- [What the task requires]: In the records below, find each line holding the word "Seminole" and copy it.

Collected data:
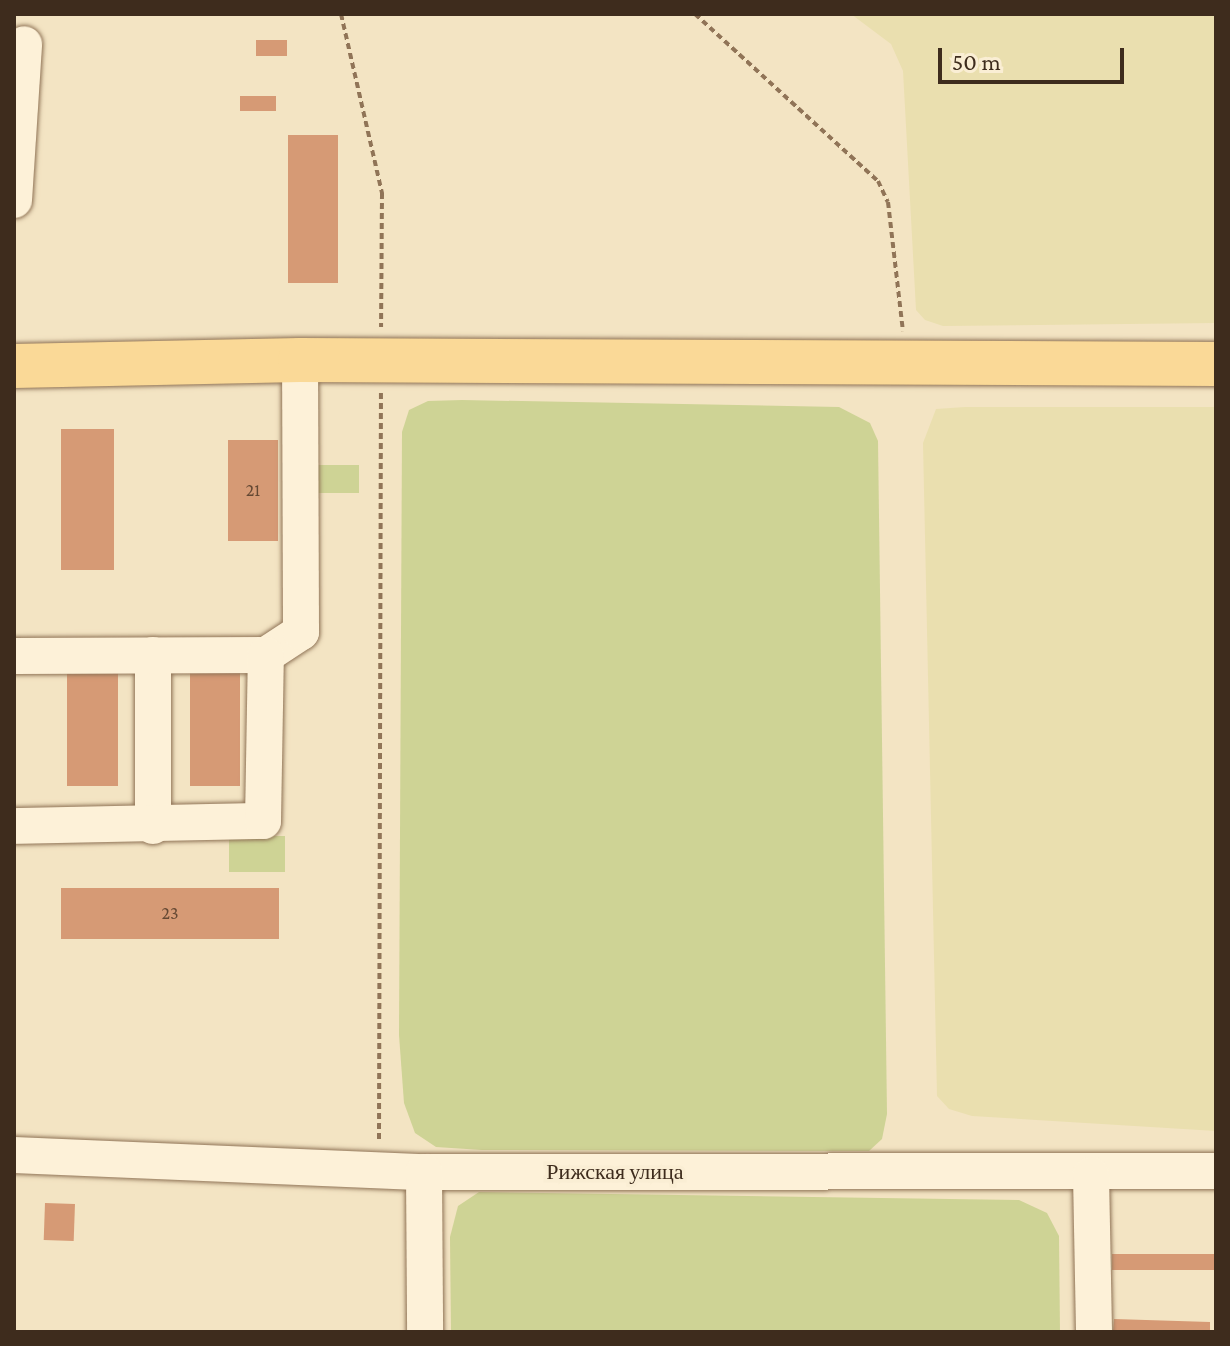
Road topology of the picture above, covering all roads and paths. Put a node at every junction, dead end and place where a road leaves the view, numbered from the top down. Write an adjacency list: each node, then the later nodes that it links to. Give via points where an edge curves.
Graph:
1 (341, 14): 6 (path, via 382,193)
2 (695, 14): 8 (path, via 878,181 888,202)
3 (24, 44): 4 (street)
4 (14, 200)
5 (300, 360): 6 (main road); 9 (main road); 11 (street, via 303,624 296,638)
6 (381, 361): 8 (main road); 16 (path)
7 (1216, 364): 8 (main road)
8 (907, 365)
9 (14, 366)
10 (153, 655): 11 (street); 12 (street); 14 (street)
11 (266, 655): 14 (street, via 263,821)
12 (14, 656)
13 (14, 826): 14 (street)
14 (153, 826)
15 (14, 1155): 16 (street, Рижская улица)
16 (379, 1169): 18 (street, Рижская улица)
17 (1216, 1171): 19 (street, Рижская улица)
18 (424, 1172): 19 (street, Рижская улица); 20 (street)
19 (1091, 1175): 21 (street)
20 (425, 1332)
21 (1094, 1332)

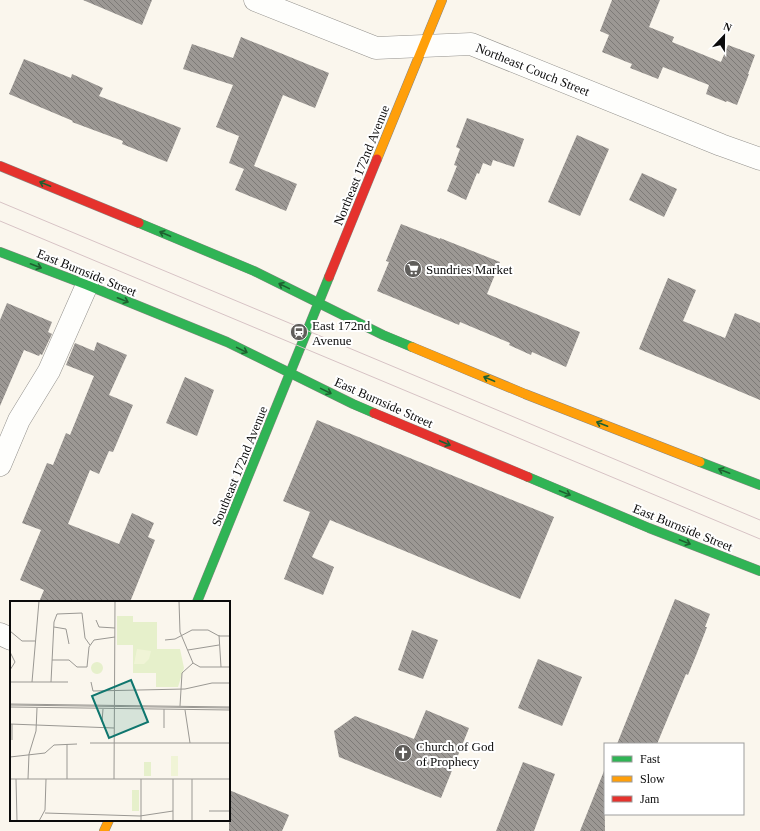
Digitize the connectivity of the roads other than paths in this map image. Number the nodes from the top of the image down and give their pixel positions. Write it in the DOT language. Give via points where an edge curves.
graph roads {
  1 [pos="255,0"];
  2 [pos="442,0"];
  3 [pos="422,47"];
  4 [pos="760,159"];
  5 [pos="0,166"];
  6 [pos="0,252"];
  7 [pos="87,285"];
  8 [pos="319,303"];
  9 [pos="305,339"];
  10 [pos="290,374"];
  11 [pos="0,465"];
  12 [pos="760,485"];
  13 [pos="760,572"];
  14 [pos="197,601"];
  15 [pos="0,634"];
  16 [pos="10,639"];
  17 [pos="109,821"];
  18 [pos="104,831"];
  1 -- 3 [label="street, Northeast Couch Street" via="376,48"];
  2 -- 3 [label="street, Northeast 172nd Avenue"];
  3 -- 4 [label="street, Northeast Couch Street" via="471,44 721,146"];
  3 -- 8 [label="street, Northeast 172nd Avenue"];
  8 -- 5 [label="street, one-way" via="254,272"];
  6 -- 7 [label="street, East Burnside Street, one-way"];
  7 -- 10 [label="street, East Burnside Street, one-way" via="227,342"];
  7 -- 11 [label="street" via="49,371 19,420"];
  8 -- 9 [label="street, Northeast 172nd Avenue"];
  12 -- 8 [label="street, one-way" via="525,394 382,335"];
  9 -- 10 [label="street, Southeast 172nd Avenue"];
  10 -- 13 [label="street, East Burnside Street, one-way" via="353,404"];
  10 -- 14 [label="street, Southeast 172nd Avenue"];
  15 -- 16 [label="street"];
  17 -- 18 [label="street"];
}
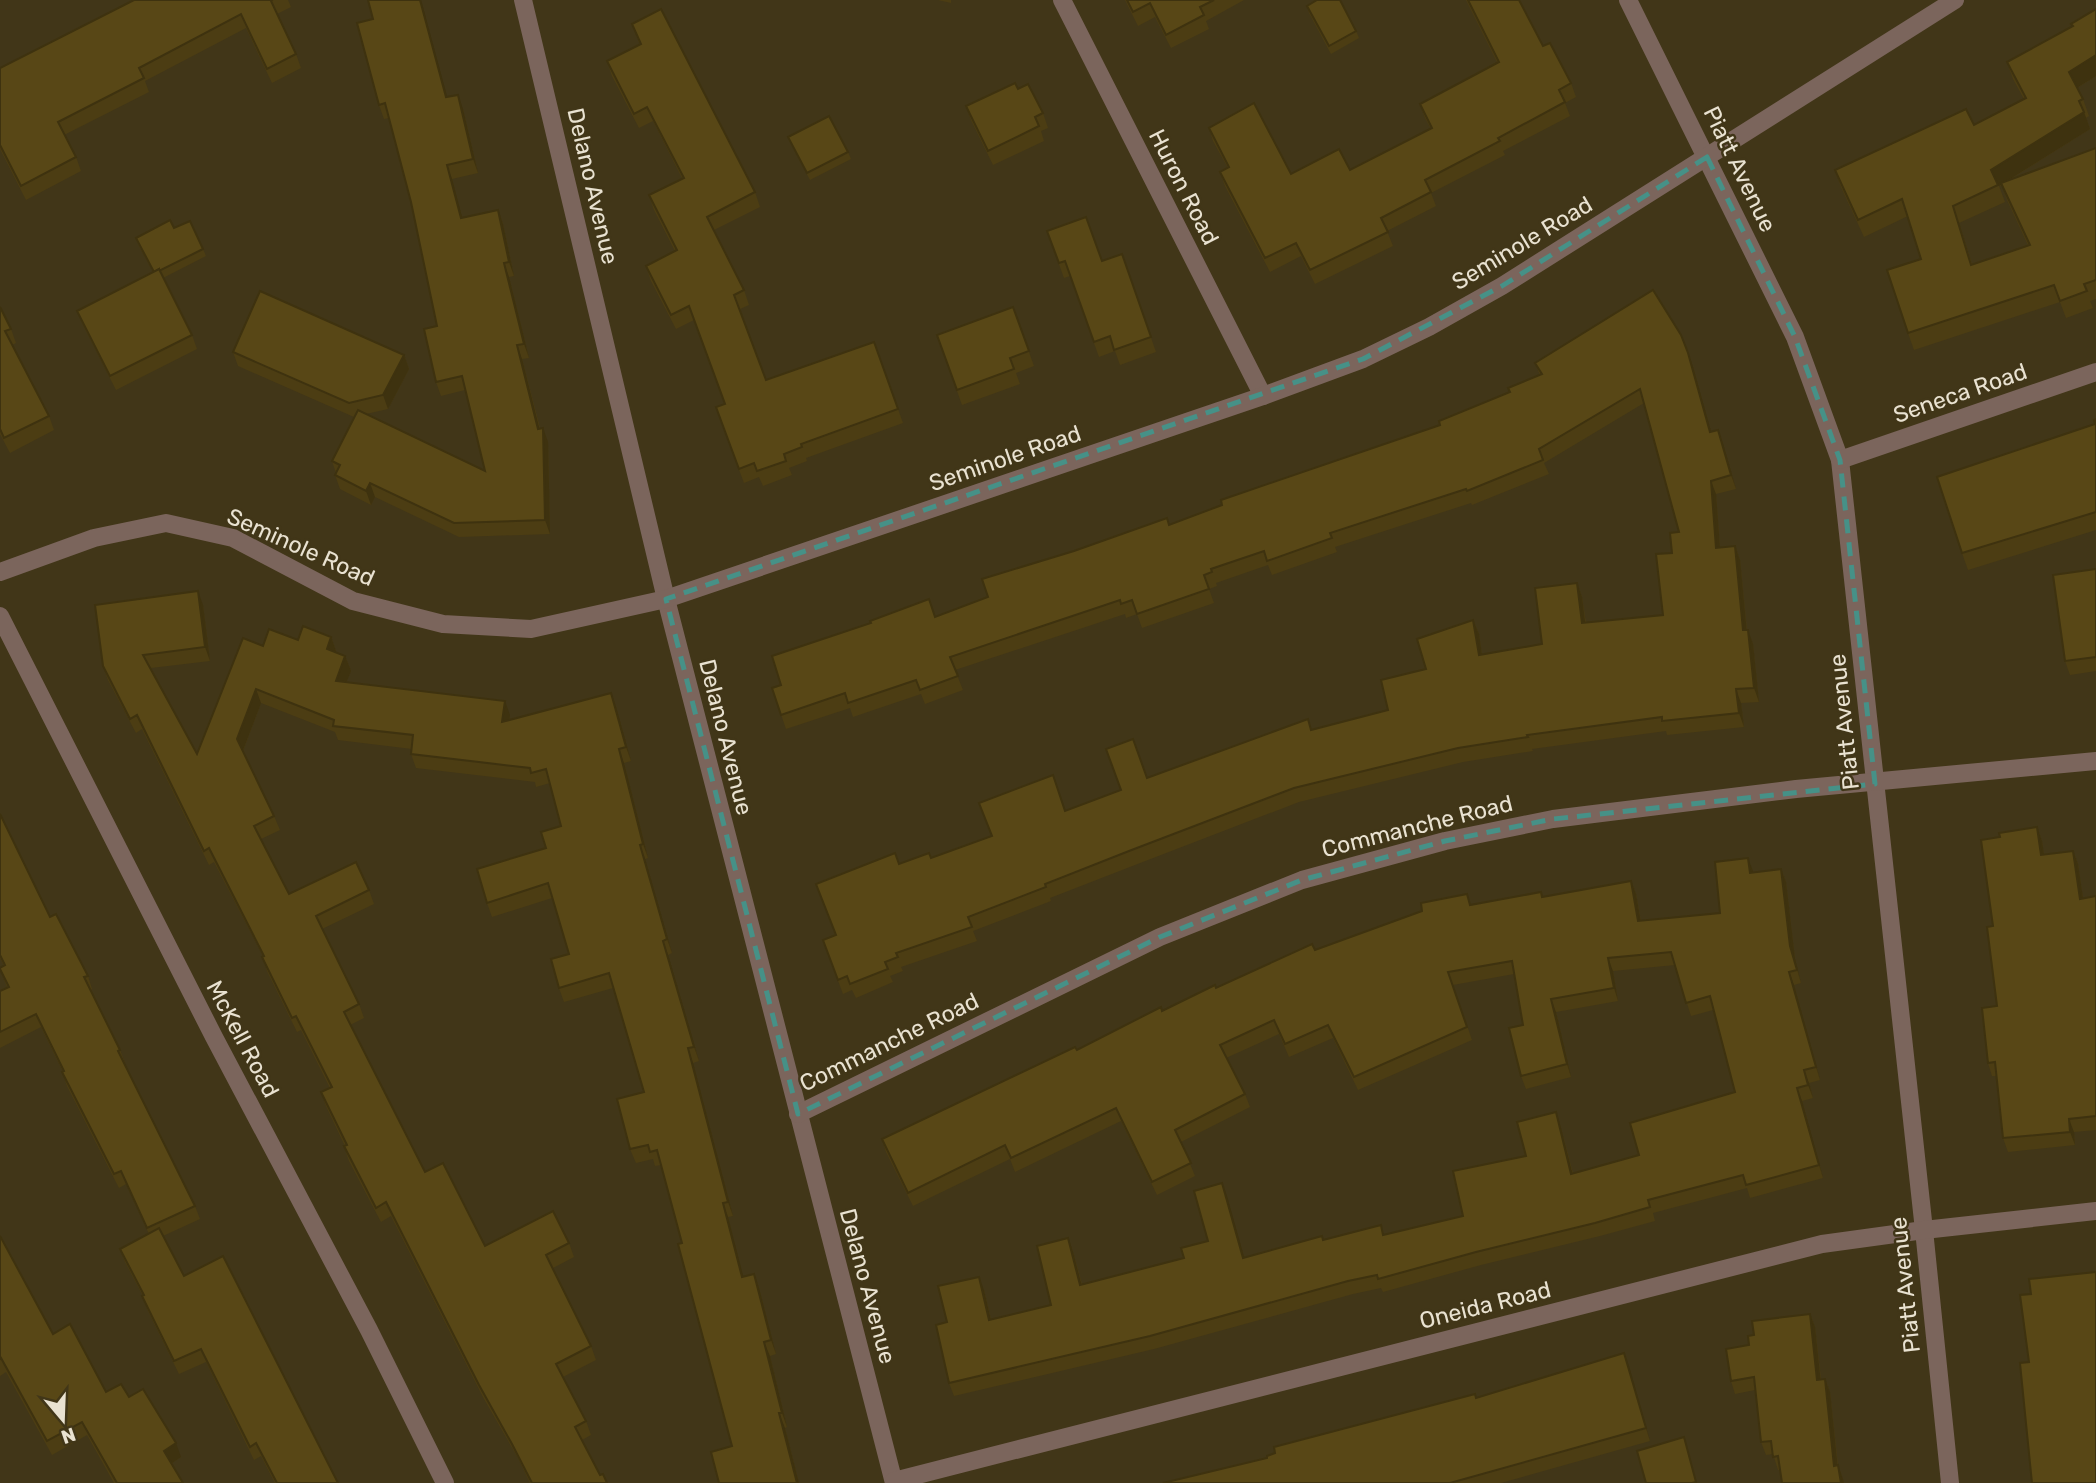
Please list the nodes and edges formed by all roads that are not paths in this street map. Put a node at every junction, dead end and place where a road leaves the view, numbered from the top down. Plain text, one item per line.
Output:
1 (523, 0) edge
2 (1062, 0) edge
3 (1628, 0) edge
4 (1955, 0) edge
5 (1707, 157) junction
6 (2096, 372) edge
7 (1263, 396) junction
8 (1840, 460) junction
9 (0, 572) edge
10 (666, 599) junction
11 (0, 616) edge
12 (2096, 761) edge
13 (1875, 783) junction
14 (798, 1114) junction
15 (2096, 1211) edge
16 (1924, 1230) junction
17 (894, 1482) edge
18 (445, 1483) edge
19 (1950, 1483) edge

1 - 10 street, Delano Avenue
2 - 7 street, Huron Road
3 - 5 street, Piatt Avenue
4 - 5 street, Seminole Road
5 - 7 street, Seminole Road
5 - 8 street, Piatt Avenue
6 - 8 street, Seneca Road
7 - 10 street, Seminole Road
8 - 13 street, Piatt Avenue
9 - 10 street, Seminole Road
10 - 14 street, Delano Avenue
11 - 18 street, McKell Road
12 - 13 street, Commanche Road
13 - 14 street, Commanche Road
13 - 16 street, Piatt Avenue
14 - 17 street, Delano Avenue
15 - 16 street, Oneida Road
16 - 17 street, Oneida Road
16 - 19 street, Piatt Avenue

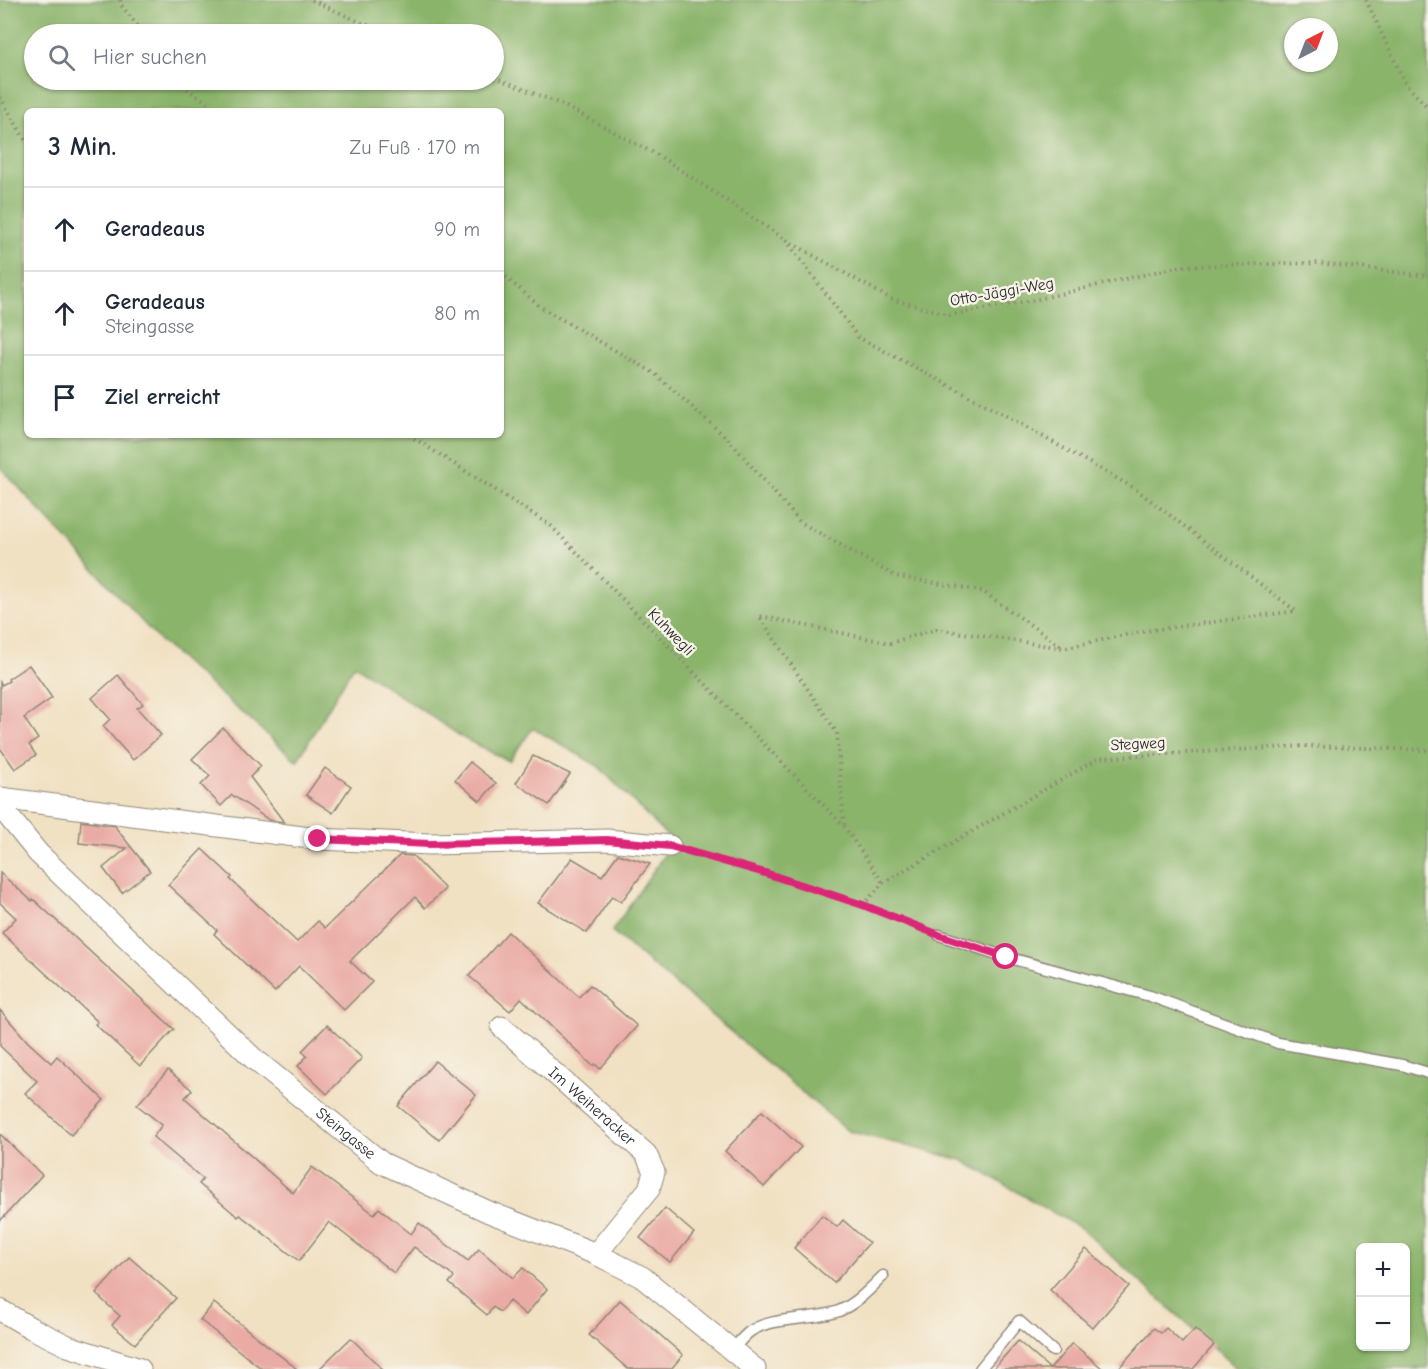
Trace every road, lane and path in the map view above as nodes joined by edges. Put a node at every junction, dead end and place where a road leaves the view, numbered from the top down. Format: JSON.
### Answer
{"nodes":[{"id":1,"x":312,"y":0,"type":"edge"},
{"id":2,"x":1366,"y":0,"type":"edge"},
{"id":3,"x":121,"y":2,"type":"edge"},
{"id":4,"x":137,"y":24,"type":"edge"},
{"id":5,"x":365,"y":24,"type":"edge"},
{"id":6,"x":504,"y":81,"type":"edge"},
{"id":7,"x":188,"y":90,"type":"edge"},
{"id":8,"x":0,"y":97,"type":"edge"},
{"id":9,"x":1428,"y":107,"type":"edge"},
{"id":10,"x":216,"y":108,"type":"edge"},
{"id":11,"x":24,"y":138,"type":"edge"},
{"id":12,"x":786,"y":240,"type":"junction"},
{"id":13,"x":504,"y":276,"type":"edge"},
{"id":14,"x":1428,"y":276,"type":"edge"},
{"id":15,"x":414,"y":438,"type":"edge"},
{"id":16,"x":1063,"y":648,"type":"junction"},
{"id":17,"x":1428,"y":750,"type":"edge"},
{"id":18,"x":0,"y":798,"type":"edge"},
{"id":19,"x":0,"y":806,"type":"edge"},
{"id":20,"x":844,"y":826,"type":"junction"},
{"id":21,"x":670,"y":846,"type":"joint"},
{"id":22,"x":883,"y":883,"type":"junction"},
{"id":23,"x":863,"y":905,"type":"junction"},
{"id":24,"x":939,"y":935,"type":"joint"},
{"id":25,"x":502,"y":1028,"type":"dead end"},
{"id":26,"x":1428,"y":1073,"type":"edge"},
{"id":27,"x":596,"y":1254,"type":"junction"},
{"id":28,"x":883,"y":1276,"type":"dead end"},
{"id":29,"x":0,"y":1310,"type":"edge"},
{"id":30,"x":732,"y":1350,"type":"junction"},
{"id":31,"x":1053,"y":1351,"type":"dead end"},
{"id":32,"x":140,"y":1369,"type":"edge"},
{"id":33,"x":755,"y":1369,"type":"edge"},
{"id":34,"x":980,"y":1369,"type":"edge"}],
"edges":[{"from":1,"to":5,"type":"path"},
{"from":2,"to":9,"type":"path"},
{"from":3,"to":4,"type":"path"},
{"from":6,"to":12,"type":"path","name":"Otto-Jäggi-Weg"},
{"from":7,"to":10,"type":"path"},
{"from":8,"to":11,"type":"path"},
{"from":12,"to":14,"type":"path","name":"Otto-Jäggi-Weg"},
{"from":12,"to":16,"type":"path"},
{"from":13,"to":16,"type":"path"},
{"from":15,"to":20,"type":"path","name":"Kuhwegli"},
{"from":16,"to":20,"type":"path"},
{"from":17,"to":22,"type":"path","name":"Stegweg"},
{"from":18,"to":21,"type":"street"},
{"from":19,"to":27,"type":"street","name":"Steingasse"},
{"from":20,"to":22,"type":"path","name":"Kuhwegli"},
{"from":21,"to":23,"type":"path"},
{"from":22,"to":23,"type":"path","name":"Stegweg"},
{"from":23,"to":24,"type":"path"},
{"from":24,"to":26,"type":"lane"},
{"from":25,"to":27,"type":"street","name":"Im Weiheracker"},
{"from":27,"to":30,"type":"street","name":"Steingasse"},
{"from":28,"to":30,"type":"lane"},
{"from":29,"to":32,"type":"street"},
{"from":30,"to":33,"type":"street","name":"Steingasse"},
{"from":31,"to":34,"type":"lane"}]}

- [Task output]:
4 - 5 street, Seminole Road
5 - 7 street, Seminole Road
7 - 10 street, Seminole Road
9 - 10 street, Seminole Road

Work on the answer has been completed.